Simply put, the results are stunning, a gothic, creepy-cute world populated by frightening creatures and adorable freaks like the game’s mascot, Potboy, whose crooked smile marks a visual style leaning into asymmetry and intentional imperfections. It’s a look that builds on the sometimes charming, often disquieting characters found in stop-motion films like Studio Laika’s Coraline or Tim Burton’s The Nightmare Before Christmas, while also channeling age-old myths and folklore as it sets you on a hero’s journey to bring fire back to the world. Along the way, you’ll make plenty of pit stops as you have Potboy help you solve puzzles, explore each locale, and run or hide from some genuinely unsettling critters. The main appeal is definitely the one-of-a-kind visual approach, but this isn’t just a digital art gallery.

The Midnight Walk Review

The story begins with only a sentence of exposition as the Burnt One (the player character) stumbles out of their sarcophagus following “the end of the world.” While we eventually get hints about what’s going on and what this apocalypse entails, the setting is never overexplained, allowing it to maintain a well-considered sense of awe; it leaves space to speculate like you’re picking up bits and pieces from a partially remembered oral story.
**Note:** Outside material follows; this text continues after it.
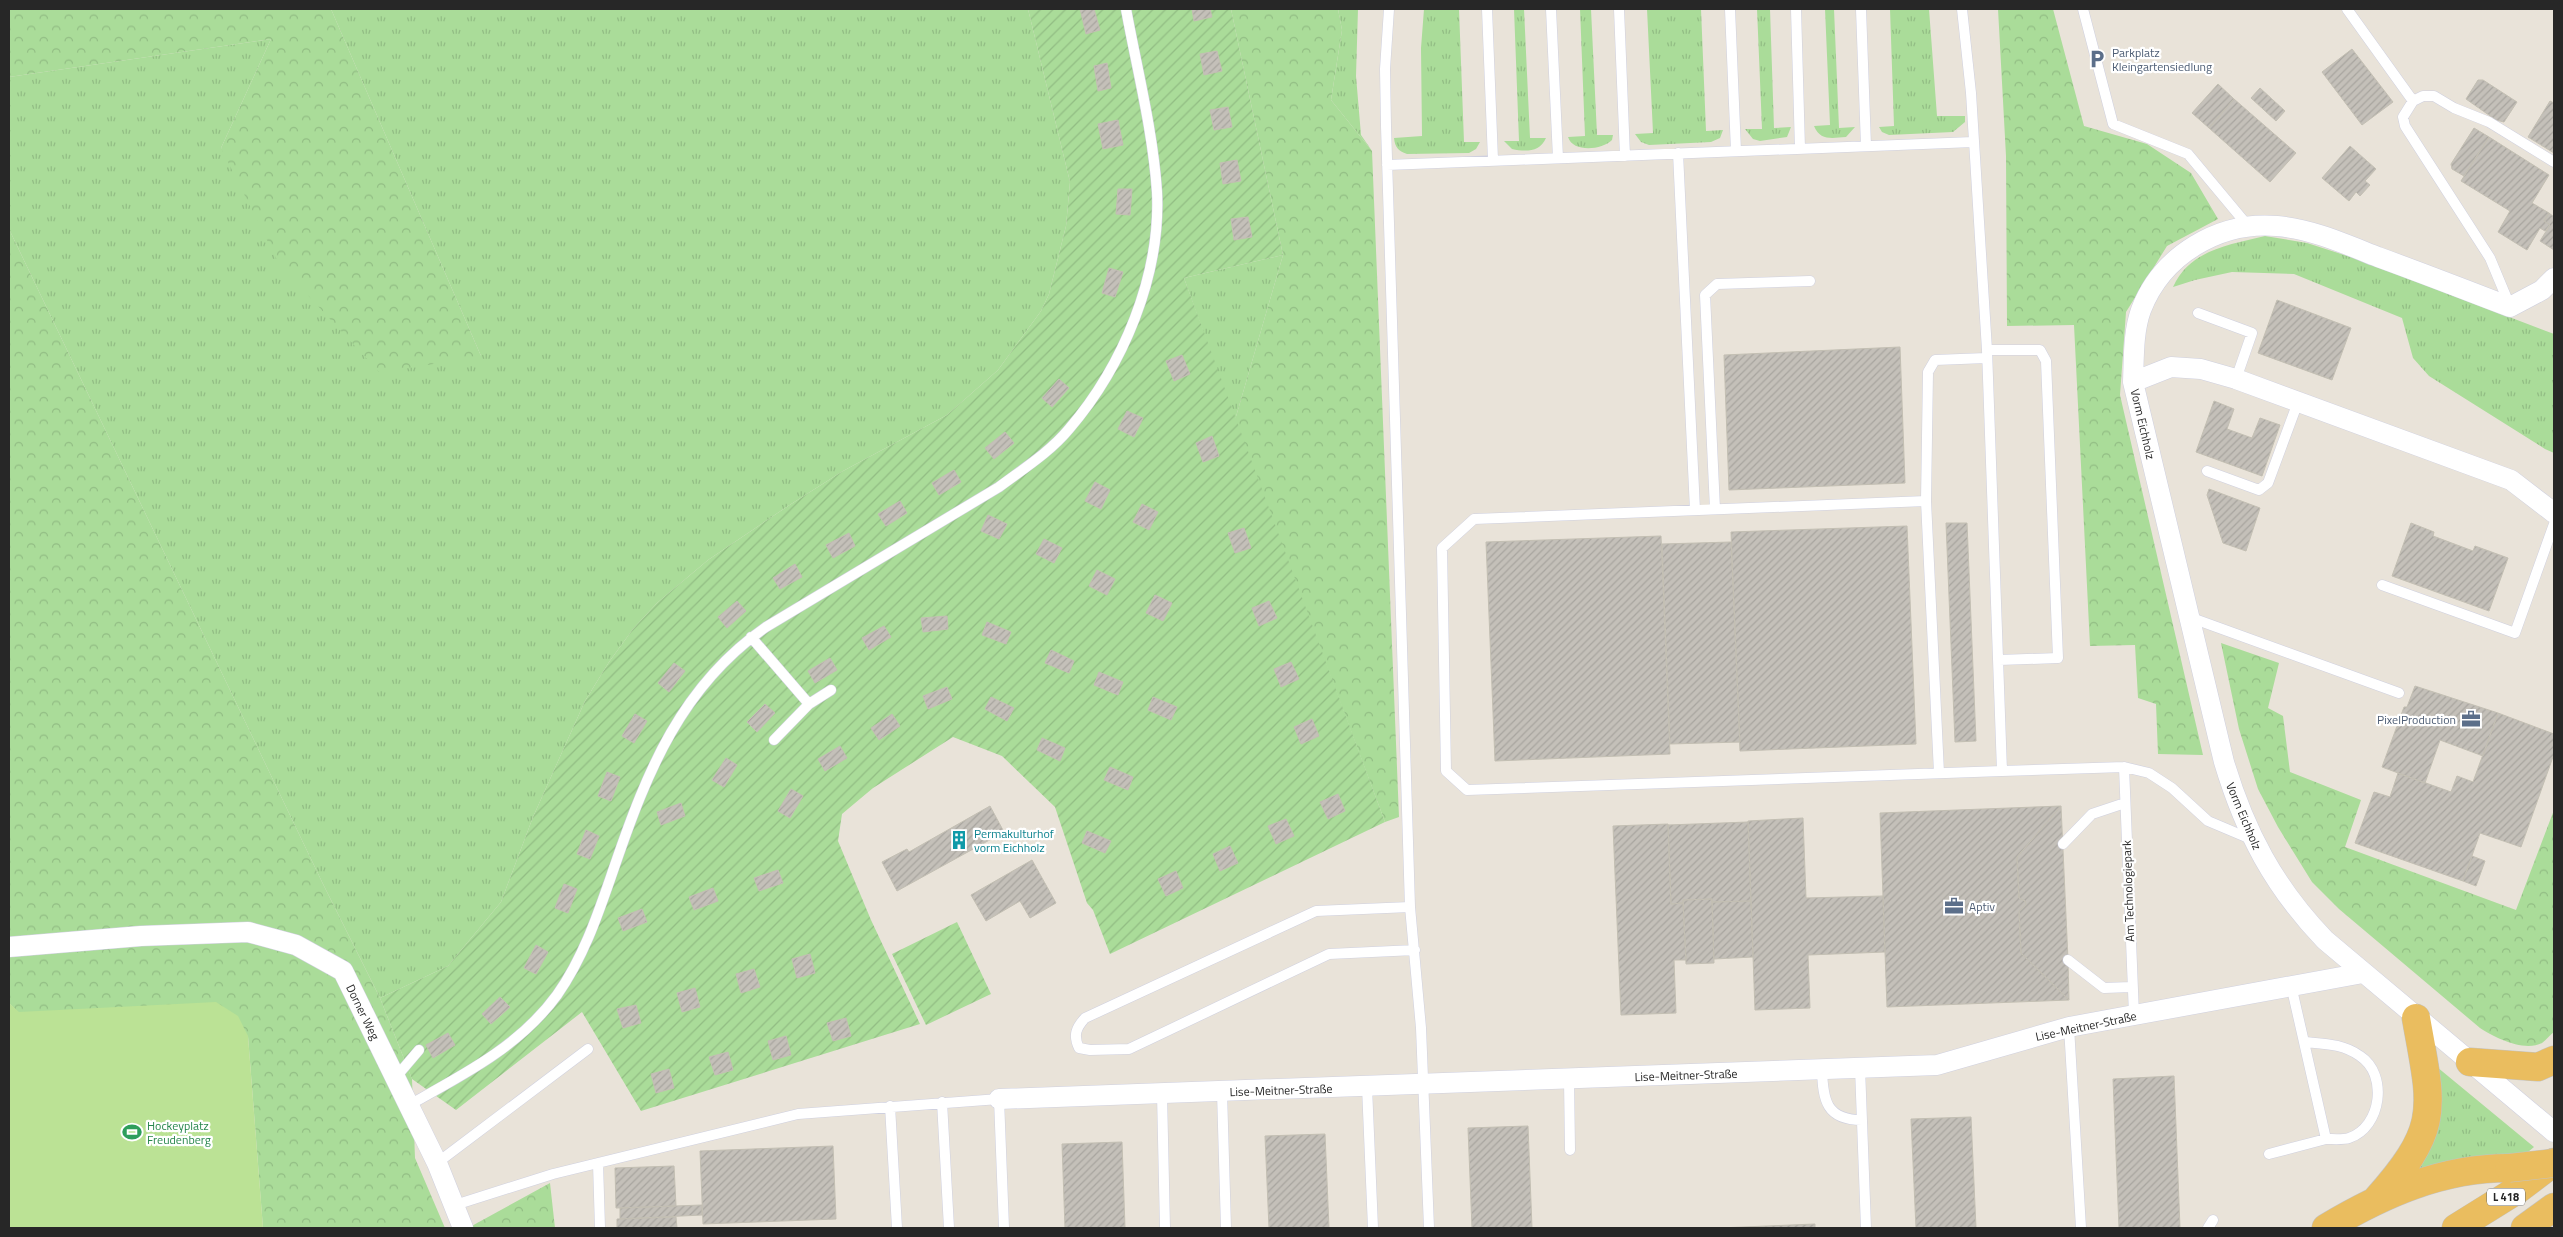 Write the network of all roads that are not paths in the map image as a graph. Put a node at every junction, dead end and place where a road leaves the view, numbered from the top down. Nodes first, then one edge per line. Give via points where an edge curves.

And that sense of mystery and wonder only deepens as you take your first steps outside your former tomb and witness the view: an ominous blue-gray valley dotted with strange architecture, crooked trees, and what appears to be a massive, immobile head. Even if you’re not familiar with the deeply unusual way this setting was created, with real-world sculptors crafting most of this scenery, it will likely be obvious that there’s something different at work here, an unusual amount of tactile detail in every crooked ridge and off-kilter edge. These creations bend and squiggle like the wobbly outline of an expressionist painting, but these uncanny views don’t lessen the sense that you’ve been placed in a diorama alongside miniature horrors. Simply put, it never gets old to witness every particular of the backdrops, where real-world objects are repurposed into forlorn scenery, always maintaining the sense that the artist who forged this universe has long since abandoned their creation.
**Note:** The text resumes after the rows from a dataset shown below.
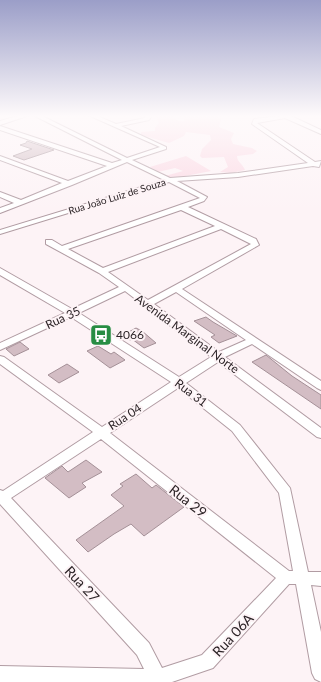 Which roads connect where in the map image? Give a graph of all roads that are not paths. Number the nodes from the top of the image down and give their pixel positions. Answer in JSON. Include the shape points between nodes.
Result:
{"nodes":[{"id":1,"x":56,"y":147,"type":"edge"},
{"id":2,"x":103,"y":147,"type":"edge"},
{"id":3,"x":163,"y":147,"type":"edge"},
{"id":4,"x":291,"y":147,"type":"edge"},
{"id":5,"x":0,"y":158,"type":"edge"},
{"id":6,"x":129,"y":159,"type":"junction"},
{"id":7,"x":320,"y":165,"type":"edge"},
{"id":8,"x":114,"y":166,"type":"junction"},
{"id":9,"x":170,"y":180,"type":"junction"},
{"id":10,"x":70,"y":184,"type":"junction"},
{"id":11,"x":0,"y":194,"type":"edge"},
{"id":12,"x":21,"y":203,"type":"junction"},
{"id":13,"x":181,"y":206,"type":"junction"},
{"id":14,"x":0,"y":211,"type":"edge"},
{"id":15,"x":221,"y":226,"type":"junction"},
{"id":16,"x":0,"y":232,"type":"edge"},
{"id":17,"x":49,"y":242,"type":"dead end"},
{"id":18,"x":63,"y":248,"type":"junction"},
{"id":19,"x":0,"y":271,"type":"edge"},
{"id":20,"x":102,"y":271,"type":"junction"},
{"id":21,"x":125,"y":288,"type":"junction"},
{"id":22,"x":177,"y":289,"type":"junction"},
{"id":23,"x":148,"y":304,"type":"junction"},
{"id":24,"x":73,"y":314,"type":"junction"},
{"id":25,"x":253,"y":340,"type":"junction"},
{"id":26,"x":0,"y":347,"type":"edge"},
{"id":27,"x":219,"y":356,"type":"junction"},
{"id":28,"x":0,"y":359,"type":"edge"},
{"id":29,"x":178,"y":382,"type":"junction"},
{"id":30,"x":321,"y":386,"type":"edge"},
{"id":31,"x":101,"y":432,"type":"junction"},
{"id":32,"x":321,"y":434,"type":"edge"},
{"id":33,"x":1,"y":497,"type":"edge"},
{"id":34,"x":286,"y":577,"type":"junction"},
{"id":35,"x":321,"y":578,"type":"edge"},
{"id":36,"x":302,"y":579,"type":"junction"},
{"id":37,"x":321,"y":673,"type":"edge"},
{"id":38,"x":0,"y":675,"type":"edge"},
{"id":39,"x":158,"y":680,"type":"edge"}],
"edges":[{"from":1,"to":8,"type":"street"},
{"from":2,"to":6,"type":"street"},
{"from":3,"to":6,"type":"street"},
{"from":4,"to":7,"type":"street"},
{"from":5,"to":10,"type":"street"},
{"from":6,"to":8,"type":"street"},
{"from":6,"to":9,"type":"street"},
{"from":7,"to":9,"type":"street","name":"Rua João Luiz de Souza"},
{"from":8,"to":10,"type":"street"},
{"from":9,"to":13,"type":"street","via":[[204,197],[202,200]]},
{"from":9,"to":16,"type":"street","name":"Rua João Luiz de Souza"},
{"from":10,"to":12,"type":"street"},
{"from":11,"to":12,"type":"street"},
{"from":12,"to":14,"type":"street"},
{"from":13,"to":15,"type":"street"},
{"from":13,"to":18,"type":"street"},
{"from":15,"to":20,"type":"street"},
{"from":15,"to":22,"type":"street","via":[[255,245]]},
{"from":17,"to":18,"type":"street","name":"Avenida Marginal Norte"},
{"from":18,"to":20,"type":"street","name":"Avenida Marginal Norte"},
{"from":19,"to":24,"type":"street","name":"Rua 31"},
{"from":20,"to":21,"type":"street","name":"Avenida Marginal Norte"},
{"from":21,"to":23,"type":"street","name":"Avenida Marginal Norte"},
{"from":21,"to":24,"type":"street","name":"Rua 35"},
{"from":22,"to":23,"type":"street"},
{"from":22,"to":25,"type":"street"},
{"from":23,"to":27,"type":"street","name":"Avenida Marginal Norte"},
{"from":24,"to":26,"type":"street","name":"Rua 35"},
{"from":24,"to":29,"type":"street","name":"Rua 31"},
{"from":25,"to":27,"type":"street","name":"Rua 04"},
{"from":25,"to":30,"type":"street"},
{"from":27,"to":29,"type":"street","name":"Rua 04"},
{"from":27,"to":32,"type":"street","name":"Avenida Marginal Norte"},
{"from":28,"to":31,"type":"street","name":"Rua 29"},
{"from":29,"to":31,"type":"street","name":"Rua 04"},
{"from":29,"to":36,"type":"street","name":"Rua 31","via":[[236,428],[285,492]]},
{"from":31,"to":33,"type":"street","name":"Rua 04"},
{"from":31,"to":34,"type":"street","name":"Rua 29"},
{"from":33,"to":39,"type":"street","name":"Rua 27","via":[[143,649]]},
{"from":34,"to":36,"type":"street"},
{"from":34,"to":39,"type":"street","name":"Rua 06A","via":[[207,662]]},
{"from":35,"to":36,"type":"street"},
{"from":36,"to":37,"type":"street"},
{"from":38,"to":39,"type":"street","name":"Rua 06A"}]}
Before long, we find the weird little gremlin creature on the box art, a pot that sprouts legs and runs off until we feed him some coal to munch on. A few cryptic conversations with a bard and a two-headed soothsayer later, you and your new buddy Potboy are off on the Midnight Walk, which is both a literal road leading to Moon Mountain and also seems to be some sort of ritual involving fire and sacrifice.

The Midnight Walk Review

But of course, this wouldn’t be much of a journey if this road were a straight one, and the Midnight Walk seems to have a mind of its own, diverting you towards troubled places that need a nudge in the right direction. You’ll visit frozen villages and cursed bogs, each locale tying into the game’s ancient influences by presenting these detours like one-off fables. While these stories are largely disconnected, they’re united in how they throw you into a place in media res, starting with a misleading introduction before having you piece together the whole truth.
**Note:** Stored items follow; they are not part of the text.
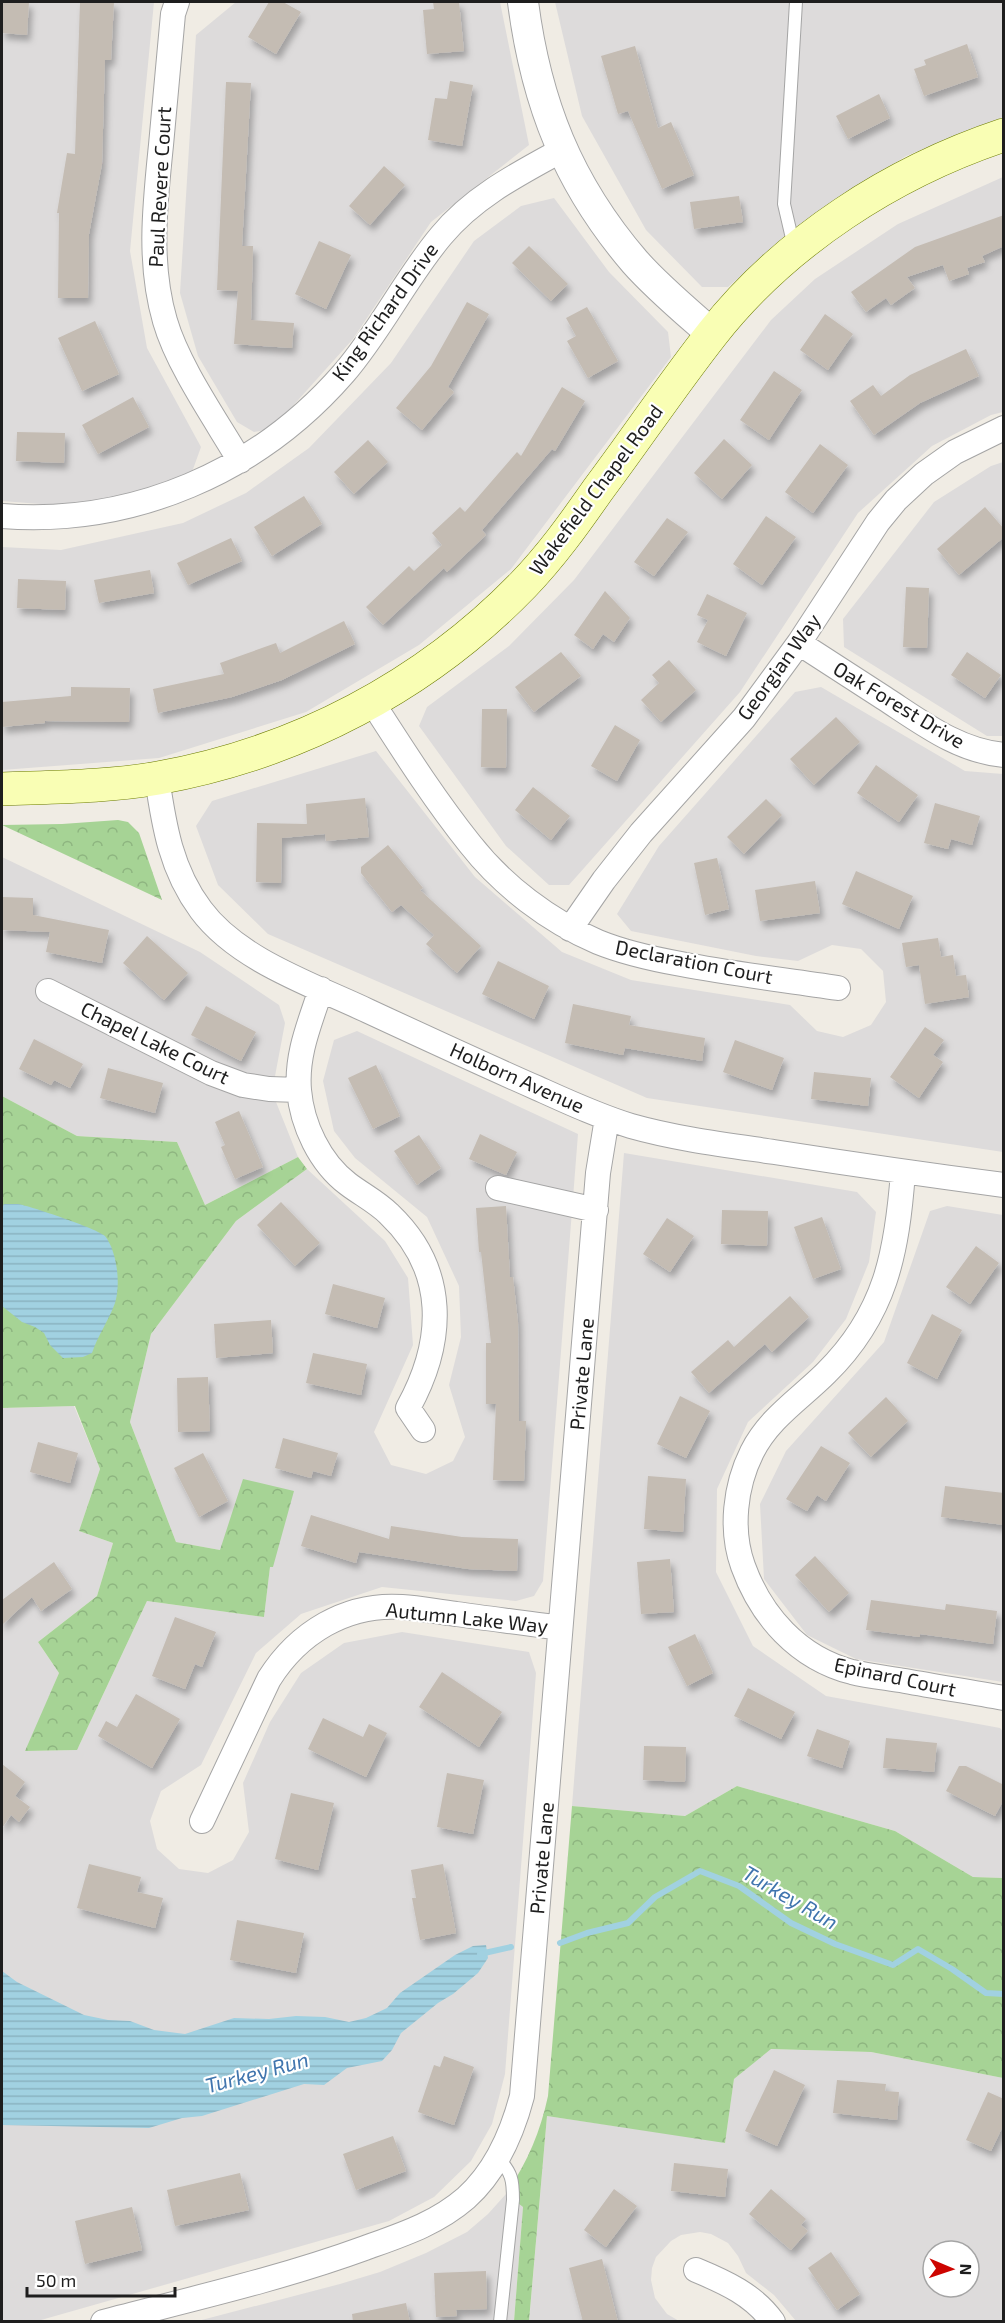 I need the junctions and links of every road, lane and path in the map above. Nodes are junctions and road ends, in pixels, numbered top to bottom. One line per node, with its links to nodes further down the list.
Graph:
1 (177, 2): 9 (street, Paul Revere Court)
2 (523, 2): 5 (street)
3 (796, 2): 6 (lane)
4 (1004, 135): 6 (main road, Wakefield Chapel Road)
5 (562, 150): 7 (street); 9 (street, King Richard Drive)
6 (795, 252): 7 (main road, Wakefield Chapel Road)
7 (712, 334): 12 (main road, Wakefield Chapel Road)
8 (1004, 428): 11 (street, Georgian Way)
9 (240, 461): 10 (street, King Richard Drive)
10 (2, 516)
11 (799, 643): 13 (street, Oak Forest Drive); 16 (street, Georgian Way)
12 (372, 702): 14 (main road, Wakefield Chapel Road); 16 (street, Declaration Court)
13 (1004, 754)
14 (157, 778): 15 (main road, Wakefield Chapel Road); 18 (street, Holborn Avenue)
15 (2, 789)
16 (570, 929): 17 (street, Declaration Court)
17 (838, 988)
18 (321, 989): 20 (street); 21 (street, Holborn Avenue)
19 (48, 991): 20 (street, Chapel Lake Court)
20 (299, 1090): 26 (street)
21 (607, 1118): 22 (street, Holborn Avenue); 25 (street, Private Lane)
22 (903, 1172): 23 (street, Holborn Avenue); 28 (street, Epinard Court)
23 (1004, 1185)
24 (498, 1188): 25 (street)
25 (596, 1210): 27 (street, Private Lane)
26 (423, 1430)
27 (561, 1628): 29 (street, Autumn Lake Way); 30 (street, Private Lane)
28 (1004, 1698)
29 (202, 1821)
30 (498, 2158): 32 (street, Private Lane); 33 (lane)
31 (696, 2270): 34 (street)
32 (103, 2322)
33 (500, 2322)
34 (773, 2322)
There is a great mixture of tragedy and stagnation, as each place is thoroughly stuck in an unpleasant past. We witness the weight of parents passing their ambitions onto their children, mob violence, and unresolved colonial histories, with each tale finding a fairly nuanced resolution, even if it only ever feels like we’re just passing through each of these places instead of building strong bonds with those who live there. They’re a bit like old-school fairytales, except without the thinly-veiled intent of scaring children into obeying their parents.

And then there’s the overarching story as the Burnt One and Potboy continue on their trek, bringing back fire to a place that’s been asleep in darkness for a very long time.. As a seeming antagonist emerges, a pair of eyes in inky shadow called the Dark Itself, the story reaches similarly complicated feelings about classic darkness and light imagery and the duality of fire. While the somewhat distancing vagueness of the story and the fact that you play as a blank-slate style protagonist make it hard to connect with the narrative on a more personal level, the scope of the story and its grand imagery make up for this. It also helps that you’re probably likely to form at least a bit of a connection with your little companion, who makes very cute, unintelligible noises before looking back at you for praise after doing a good deed. Overall, it taps into the vibe of traditional folk stories and mythology while doing more than just repeating old creation myths, conjuring their scope but also wrestling with age-old ideas.

The Midnight Walk Clay Figures

As for the interactive elements that have you working through these side-areas while solving puzzles and avoiding monsters, this is definitely the weakest link of the experience, even if these parts are never outright awful. As for when using your head to progress, you’ll frequently have to command Potboy as you light candles and step on pressure-sensitive plates to open a door or activate a contraption. The main issue with these sequences is that they’re generally very simple and rarely require more than a second or two of consideration, feeling more like a bit of busywork than anything more engaging.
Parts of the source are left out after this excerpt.